[Start of Attachment]

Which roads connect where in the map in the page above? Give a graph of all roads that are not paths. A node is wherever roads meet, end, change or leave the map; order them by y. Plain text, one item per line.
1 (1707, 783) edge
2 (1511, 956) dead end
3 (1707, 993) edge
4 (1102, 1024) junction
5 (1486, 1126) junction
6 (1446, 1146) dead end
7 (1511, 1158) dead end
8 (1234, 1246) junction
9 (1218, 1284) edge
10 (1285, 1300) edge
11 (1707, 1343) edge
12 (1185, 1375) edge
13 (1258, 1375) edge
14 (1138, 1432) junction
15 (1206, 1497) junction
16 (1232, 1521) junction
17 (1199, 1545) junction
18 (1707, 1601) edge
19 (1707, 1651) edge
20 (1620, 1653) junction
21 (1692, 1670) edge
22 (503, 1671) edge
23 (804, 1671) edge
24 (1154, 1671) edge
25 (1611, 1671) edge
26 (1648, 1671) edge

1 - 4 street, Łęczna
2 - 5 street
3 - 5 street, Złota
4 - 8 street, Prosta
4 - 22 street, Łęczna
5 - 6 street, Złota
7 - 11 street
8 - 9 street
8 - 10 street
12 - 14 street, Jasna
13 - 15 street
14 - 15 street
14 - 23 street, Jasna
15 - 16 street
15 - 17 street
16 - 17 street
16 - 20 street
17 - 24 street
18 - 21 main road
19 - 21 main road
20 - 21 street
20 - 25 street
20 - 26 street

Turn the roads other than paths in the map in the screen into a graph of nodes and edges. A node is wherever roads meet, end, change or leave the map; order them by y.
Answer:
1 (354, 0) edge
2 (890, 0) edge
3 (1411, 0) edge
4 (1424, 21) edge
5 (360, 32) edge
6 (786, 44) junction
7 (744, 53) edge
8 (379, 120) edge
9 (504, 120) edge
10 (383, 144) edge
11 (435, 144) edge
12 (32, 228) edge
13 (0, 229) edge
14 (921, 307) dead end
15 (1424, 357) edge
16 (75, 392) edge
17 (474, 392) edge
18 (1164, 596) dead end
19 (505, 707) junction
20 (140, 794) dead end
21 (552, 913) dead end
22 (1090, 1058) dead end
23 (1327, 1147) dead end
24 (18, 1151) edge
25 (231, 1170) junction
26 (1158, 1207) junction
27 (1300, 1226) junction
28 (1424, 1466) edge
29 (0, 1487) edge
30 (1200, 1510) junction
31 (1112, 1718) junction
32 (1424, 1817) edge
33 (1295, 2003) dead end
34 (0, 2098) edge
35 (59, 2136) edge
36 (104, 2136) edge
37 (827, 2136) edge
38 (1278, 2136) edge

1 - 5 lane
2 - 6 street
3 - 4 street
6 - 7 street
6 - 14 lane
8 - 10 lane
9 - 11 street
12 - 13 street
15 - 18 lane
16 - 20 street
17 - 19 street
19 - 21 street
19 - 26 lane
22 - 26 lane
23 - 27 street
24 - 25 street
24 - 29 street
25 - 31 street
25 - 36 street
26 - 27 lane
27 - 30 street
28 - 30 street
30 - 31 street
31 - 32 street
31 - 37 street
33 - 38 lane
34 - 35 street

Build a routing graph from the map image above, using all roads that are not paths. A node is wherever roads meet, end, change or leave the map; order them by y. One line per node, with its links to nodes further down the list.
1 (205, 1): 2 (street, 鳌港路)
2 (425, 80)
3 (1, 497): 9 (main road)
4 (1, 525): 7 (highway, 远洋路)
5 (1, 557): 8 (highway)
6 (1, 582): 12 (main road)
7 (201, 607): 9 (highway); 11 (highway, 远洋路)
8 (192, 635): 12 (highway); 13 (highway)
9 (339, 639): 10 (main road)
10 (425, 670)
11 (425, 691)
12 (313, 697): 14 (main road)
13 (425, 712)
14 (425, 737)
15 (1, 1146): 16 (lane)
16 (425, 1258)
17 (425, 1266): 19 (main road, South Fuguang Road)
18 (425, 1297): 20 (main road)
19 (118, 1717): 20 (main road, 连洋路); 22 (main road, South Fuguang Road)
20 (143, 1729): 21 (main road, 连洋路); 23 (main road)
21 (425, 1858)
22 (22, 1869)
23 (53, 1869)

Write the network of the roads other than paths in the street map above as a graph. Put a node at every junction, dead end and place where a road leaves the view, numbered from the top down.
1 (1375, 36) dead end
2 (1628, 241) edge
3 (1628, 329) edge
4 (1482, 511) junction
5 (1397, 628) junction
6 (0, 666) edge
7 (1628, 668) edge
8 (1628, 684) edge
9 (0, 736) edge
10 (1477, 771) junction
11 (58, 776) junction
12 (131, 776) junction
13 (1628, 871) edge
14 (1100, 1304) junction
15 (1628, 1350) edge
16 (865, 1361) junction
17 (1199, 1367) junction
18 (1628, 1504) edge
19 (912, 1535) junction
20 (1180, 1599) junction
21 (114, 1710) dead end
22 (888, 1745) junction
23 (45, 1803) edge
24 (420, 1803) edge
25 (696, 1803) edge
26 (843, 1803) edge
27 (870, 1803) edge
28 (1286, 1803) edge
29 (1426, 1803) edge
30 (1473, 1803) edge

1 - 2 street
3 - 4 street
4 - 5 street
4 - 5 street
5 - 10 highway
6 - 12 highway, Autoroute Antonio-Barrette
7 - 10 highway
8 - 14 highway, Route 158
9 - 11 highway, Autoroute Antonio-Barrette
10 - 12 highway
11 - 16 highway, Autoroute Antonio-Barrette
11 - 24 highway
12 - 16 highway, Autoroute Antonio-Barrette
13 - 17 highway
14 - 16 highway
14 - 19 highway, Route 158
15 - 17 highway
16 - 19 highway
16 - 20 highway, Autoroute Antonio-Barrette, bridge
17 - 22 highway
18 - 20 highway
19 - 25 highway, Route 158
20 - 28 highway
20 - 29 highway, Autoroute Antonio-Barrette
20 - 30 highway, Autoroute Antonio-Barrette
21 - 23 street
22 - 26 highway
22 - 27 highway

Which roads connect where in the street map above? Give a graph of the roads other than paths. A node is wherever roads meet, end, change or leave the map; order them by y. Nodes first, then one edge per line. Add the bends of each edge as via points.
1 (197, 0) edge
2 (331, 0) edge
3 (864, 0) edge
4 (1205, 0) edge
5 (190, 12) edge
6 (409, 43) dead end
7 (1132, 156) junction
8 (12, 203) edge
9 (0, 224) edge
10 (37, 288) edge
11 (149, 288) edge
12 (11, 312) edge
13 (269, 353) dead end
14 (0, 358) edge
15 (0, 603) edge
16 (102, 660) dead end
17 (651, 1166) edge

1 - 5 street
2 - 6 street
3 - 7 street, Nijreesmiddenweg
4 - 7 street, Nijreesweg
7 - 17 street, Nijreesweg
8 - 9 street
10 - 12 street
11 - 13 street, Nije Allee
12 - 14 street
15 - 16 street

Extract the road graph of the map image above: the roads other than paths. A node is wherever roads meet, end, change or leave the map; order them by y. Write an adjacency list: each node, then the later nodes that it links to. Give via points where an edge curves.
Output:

[End of Attachment]

-- Directions for this task --
Without changing anything, repeat every record above.

-- Solution for this problem --
Which roads connect where in the map in the page above? Give a graph of all roads that are not paths. A node is wherever roads meet, end, change or leave the map; order them by y. Plain text, one item per line.
1 (1707, 783) edge
2 (1511, 956) dead end
3 (1707, 993) edge
4 (1102, 1024) junction
5 (1486, 1126) junction
6 (1446, 1146) dead end
7 (1511, 1158) dead end
8 (1234, 1246) junction
9 (1218, 1284) edge
10 (1285, 1300) edge
11 (1707, 1343) edge
12 (1185, 1375) edge
13 (1258, 1375) edge
14 (1138, 1432) junction
15 (1206, 1497) junction
16 (1232, 1521) junction
17 (1199, 1545) junction
18 (1707, 1601) edge
19 (1707, 1651) edge
20 (1620, 1653) junction
21 (1692, 1670) edge
22 (503, 1671) edge
23 (804, 1671) edge
24 (1154, 1671) edge
25 (1611, 1671) edge
26 (1648, 1671) edge

1 - 4 street, Łęczna
2 - 5 street
3 - 5 street, Złota
4 - 8 street, Prosta
4 - 22 street, Łęczna
5 - 6 street, Złota
7 - 11 street
8 - 9 street
8 - 10 street
12 - 14 street, Jasna
13 - 15 street
14 - 15 street
14 - 23 street, Jasna
15 - 16 street
15 - 17 street
16 - 17 street
16 - 20 street
17 - 24 street
18 - 21 main road
19 - 21 main road
20 - 21 street
20 - 25 street
20 - 26 street

Turn the roads other than paths in the map in the screen into a graph of nodes and edges. A node is wherever roads meet, end, change or leave the map; order them by y.
Answer:
1 (354, 0) edge
2 (890, 0) edge
3 (1411, 0) edge
4 (1424, 21) edge
5 (360, 32) edge
6 (786, 44) junction
7 (744, 53) edge
8 (379, 120) edge
9 (504, 120) edge
10 (383, 144) edge
11 (435, 144) edge
12 (32, 228) edge
13 (0, 229) edge
14 (921, 307) dead end
15 (1424, 357) edge
16 (75, 392) edge
17 (474, 392) edge
18 (1164, 596) dead end
19 (505, 707) junction
20 (140, 794) dead end
21 (552, 913) dead end
22 (1090, 1058) dead end
23 (1327, 1147) dead end
24 (18, 1151) edge
25 (231, 1170) junction
26 (1158, 1207) junction
27 (1300, 1226) junction
28 (1424, 1466) edge
29 (0, 1487) edge
30 (1200, 1510) junction
31 (1112, 1718) junction
32 (1424, 1817) edge
33 (1295, 2003) dead end
34 (0, 2098) edge
35 (59, 2136) edge
36 (104, 2136) edge
37 (827, 2136) edge
38 (1278, 2136) edge

1 - 5 lane
2 - 6 street
3 - 4 street
6 - 7 street
6 - 14 lane
8 - 10 lane
9 - 11 street
12 - 13 street
15 - 18 lane
16 - 20 street
17 - 19 street
19 - 21 street
19 - 26 lane
22 - 26 lane
23 - 27 street
24 - 25 street
24 - 29 street
25 - 31 street
25 - 36 street
26 - 27 lane
27 - 30 street
28 - 30 street
30 - 31 street
31 - 32 street
31 - 37 street
33 - 38 lane
34 - 35 street

Build a routing graph from the map image above, using all roads that are not paths. A node is wherever roads meet, end, change or leave the map; order them by y. One line per node, with its links to nodes further down the list.
1 (205, 1): 2 (street, 鳌港路)
2 (425, 80)
3 (1, 497): 9 (main road)
4 (1, 525): 7 (highway, 远洋路)
5 (1, 557): 8 (highway)
6 (1, 582): 12 (main road)
7 (201, 607): 9 (highway); 11 (highway, 远洋路)
8 (192, 635): 12 (highway); 13 (highway)
9 (339, 639): 10 (main road)
10 (425, 670)
11 (425, 691)
12 (313, 697): 14 (main road)
13 (425, 712)
14 (425, 737)
15 (1, 1146): 16 (lane)
16 (425, 1258)
17 (425, 1266): 19 (main road, South Fuguang Road)
18 (425, 1297): 20 (main road)
19 (118, 1717): 20 (main road, 连洋路); 22 (main road, South Fuguang Road)
20 (143, 1729): 21 (main road, 连洋路); 23 (main road)
21 (425, 1858)
22 (22, 1869)
23 (53, 1869)

Write the network of the roads other than paths in the street map above as a graph. Put a node at every junction, dead end and place where a road leaves the view, numbered from the top down.
1 (1375, 36) dead end
2 (1628, 241) edge
3 (1628, 329) edge
4 (1482, 511) junction
5 (1397, 628) junction
6 (0, 666) edge
7 (1628, 668) edge
8 (1628, 684) edge
9 (0, 736) edge
10 (1477, 771) junction
11 (58, 776) junction
12 (131, 776) junction
13 (1628, 871) edge
14 (1100, 1304) junction
15 (1628, 1350) edge
16 (865, 1361) junction
17 (1199, 1367) junction
18 (1628, 1504) edge
19 (912, 1535) junction
20 (1180, 1599) junction
21 (114, 1710) dead end
22 (888, 1745) junction
23 (45, 1803) edge
24 (420, 1803) edge
25 (696, 1803) edge
26 (843, 1803) edge
27 (870, 1803) edge
28 (1286, 1803) edge
29 (1426, 1803) edge
30 (1473, 1803) edge

1 - 2 street
3 - 4 street
4 - 5 street
4 - 5 street
5 - 10 highway
6 - 12 highway, Autoroute Antonio-Barrette
7 - 10 highway
8 - 14 highway, Route 158
9 - 11 highway, Autoroute Antonio-Barrette
10 - 12 highway
11 - 16 highway, Autoroute Antonio-Barrette
11 - 24 highway
12 - 16 highway, Autoroute Antonio-Barrette
13 - 17 highway
14 - 16 highway
14 - 19 highway, Route 158
15 - 17 highway
16 - 19 highway
16 - 20 highway, Autoroute Antonio-Barrette, bridge
17 - 22 highway
18 - 20 highway
19 - 25 highway, Route 158
20 - 28 highway
20 - 29 highway, Autoroute Antonio-Barrette
20 - 30 highway, Autoroute Antonio-Barrette
21 - 23 street
22 - 26 highway
22 - 27 highway

Which roads connect where in the street map above? Give a graph of the roads other than paths. A node is wherever roads meet, end, change or leave the map; order them by y. Nodes first, then one edge per line. Add the bends of each edge as via points.
1 (197, 0) edge
2 (331, 0) edge
3 (864, 0) edge
4 (1205, 0) edge
5 (190, 12) edge
6 (409, 43) dead end
7 (1132, 156) junction
8 (12, 203) edge
9 (0, 224) edge
10 (37, 288) edge
11 (149, 288) edge
12 (11, 312) edge
13 (269, 353) dead end
14 (0, 358) edge
15 (0, 603) edge
16 (102, 660) dead end
17 (651, 1166) edge

1 - 5 street
2 - 6 street
3 - 7 street, Nijreesmiddenweg
4 - 7 street, Nijreesweg
7 - 17 street, Nijreesweg
8 - 9 street
10 - 12 street
11 - 13 street, Nije Allee
12 - 14 street
15 - 16 street

Extract the road graph of the map image above: the roads other than paths. A node is wherever roads meet, end, change or leave the map; order them by y. Write an adjacency list: each node, then the later nodes that it links to. Give via points where an edge curves.
Output:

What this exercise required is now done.